Horisontal ruler

Daisy: Modelling the plant-soil-atmosphere system


Figure 3: Illustration of the over-all principle in the Daisy model

The purpose of the original Daisy model was to simulate water and nitrogen dynamics in agricultural fields as influenced by agricultural practices. That Daisy is a well-functioning model has been confirmed in a number of successful comparative tests.
In later years, Daisy has been transferred into a new code which has several advantage to the original one: It allows for in-built alternative process descriptions so that, for example, plant competition can be taken into regard; it gives room for new water flow models which makes it easy to add new processes to the model, notably to simulate the fate of pesticides and other agro-chemicals in the soil-plant-atmosphere system; and it provides an interface to other model systems, in particular the hydrological catchment model MIKE/SHE, a most interesting feature since MIKE/SHE forms the basis of the "DK Model" developed by GEUS to estimate Danish water resources better.

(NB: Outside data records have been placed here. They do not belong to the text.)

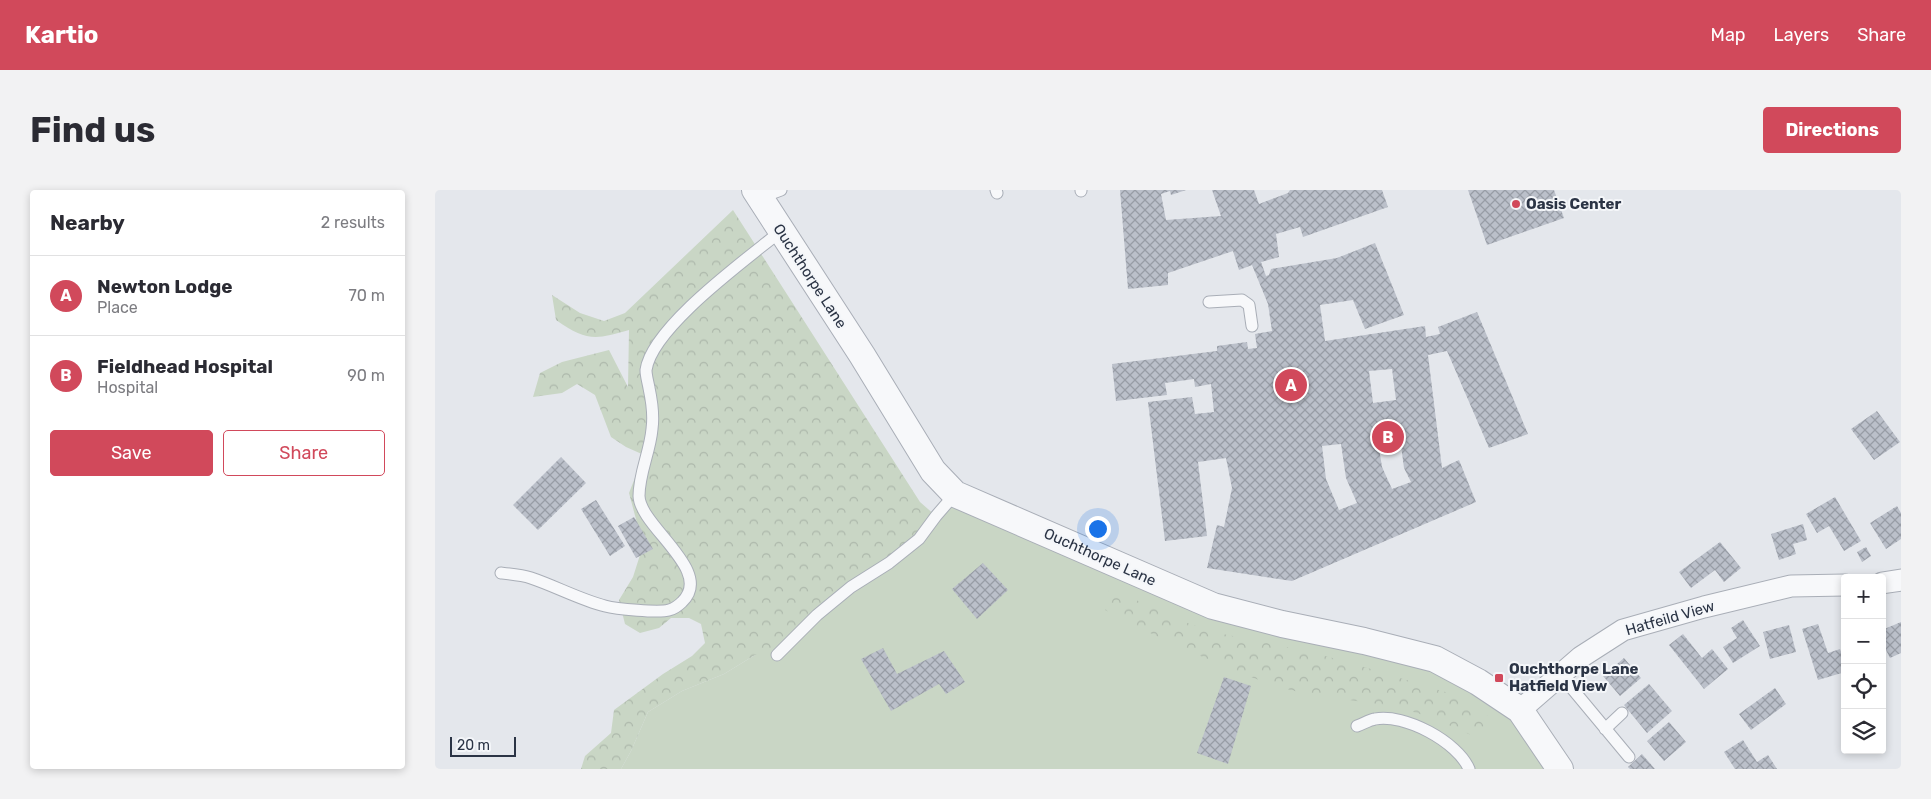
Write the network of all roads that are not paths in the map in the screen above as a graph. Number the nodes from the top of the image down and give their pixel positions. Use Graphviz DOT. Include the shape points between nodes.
graph roads {
  1 [pos="766,193"];
  2 [pos="781,231"];
  3 [pos="1209,302"];
  4 [pos="1252,326"];
  5 [pos="955,494"];
  6 [pos="501,573"];
  7 [pos="1901,580"];
  8 [pos="1886,582"];
  9 [pos="1841,585"];
  10 [pos="777,655"];
  11 [pos="1560,674"];
  12 [pos="1520,710"];
  13 [pos="1622,713"];
  14 [pos="1357,726"];
  15 [pos="1605,729"];
  16 [pos="1629,757"];
  17 [pos="1469,769"];
  18 [pos="1560,769"];
  1 -- 2 [label="street, Ouchthorpe Lane"];
  2 -- 5 [label="street, Ouchthorpe Lane" via="933,471"];
  2 -- 6 [label="lane" via="686,311 649,356 646,372 653,429 639,482 639,499 688,572 689,595 668,611 627,609 604,606 529,577"];
  3 -- 4 [label="lane" via="1242,300 1249,305"];
  5 -- 10 [label="lane" via="919,539 851,587"];
  5 -- 12 [label="street, Ouchthorpe Lane" via="1213,606 1435,659 1479,682"];
  7 -- 8 [label="street"];
  9 -- 11 [label="street, Hatfeild View" via="1791,586 1704,606 1623,630 1581,656"];
  11 -- 12 [label="street, Hatfeild View"];
  11 -- 15 [label="lane"];
  12 -- 18 [label="street, Ouchthorpe Lane"];
  13 -- 15 [label="lane"];
  14 -- 17 [label="lane" via="1376,719 1400,721 1429,730 1450,745"];
  15 -- 16 [label="lane"];
}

In addition, the new code supports distributed use of the Daisy model.
The new features have proven valuable in ongoing research, e.g. the projects "Pesticides and Groundwater" under The Danish Environmental Research Programme, and "Remote Sensing based Crop Simulation and Soil-Vegetation-Atmosphere-Transport Modelling" under The Earth Observation Programme. The code architecture efficiently supports the development of new process descriptions and adds new functionality to the model.

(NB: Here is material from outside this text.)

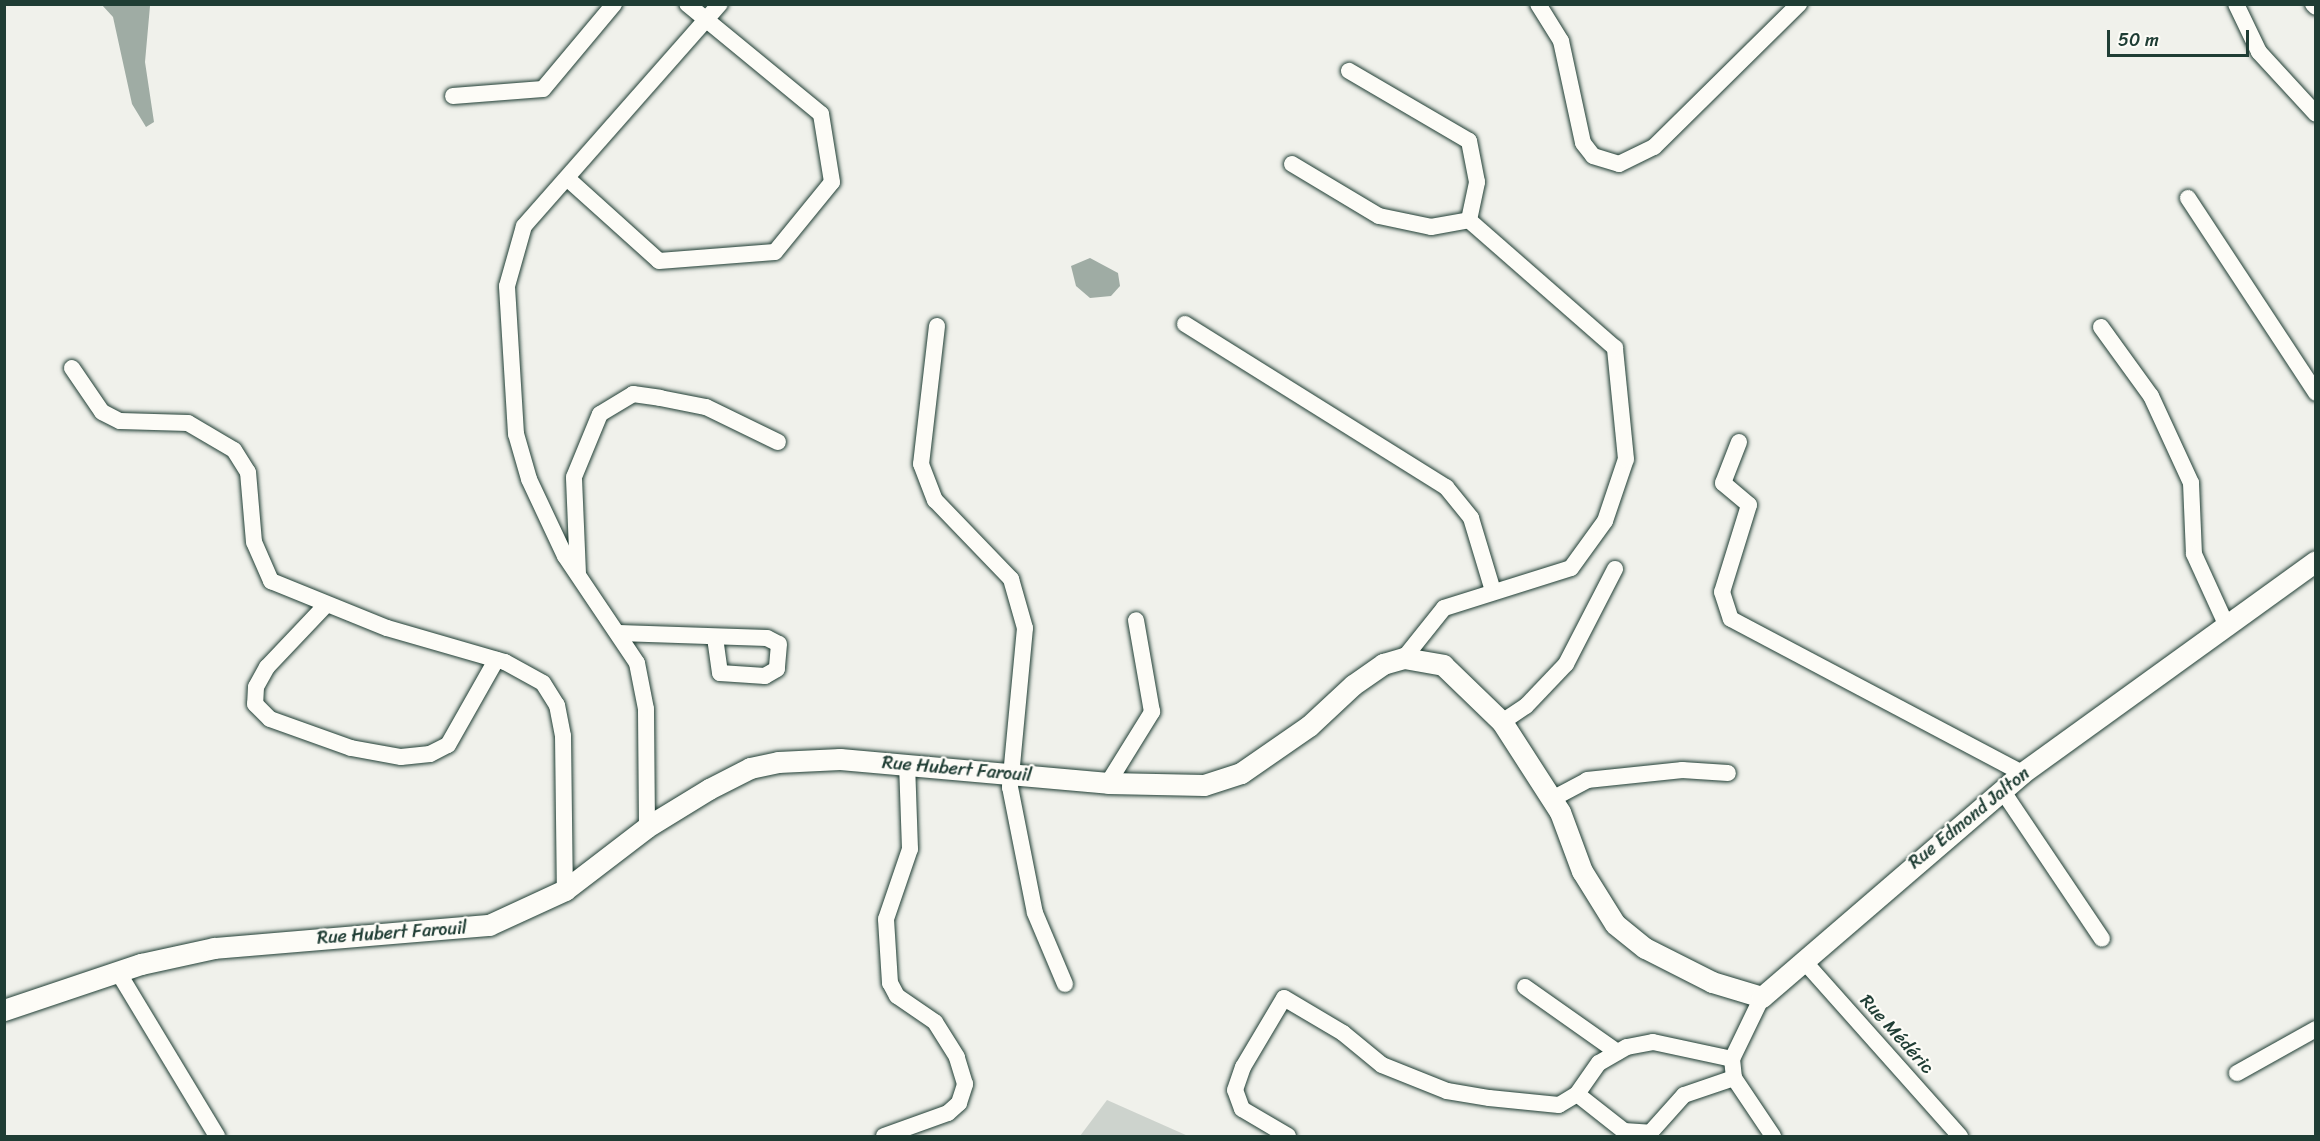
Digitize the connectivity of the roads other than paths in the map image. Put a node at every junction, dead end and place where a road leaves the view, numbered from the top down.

The project has shown the value of using new and sound computer science principles. The implementation of the generic framework for adding alternate process descriptions has only been possible thanks to the financial support from Dina. The framework is an early adoption of software engineering research and is as such risky and inappropriate for funding through the more application-oriented projects. However such funding was provided for the actual implementation of alternate process descriptions, and this helped in testing the Dina-financed framework.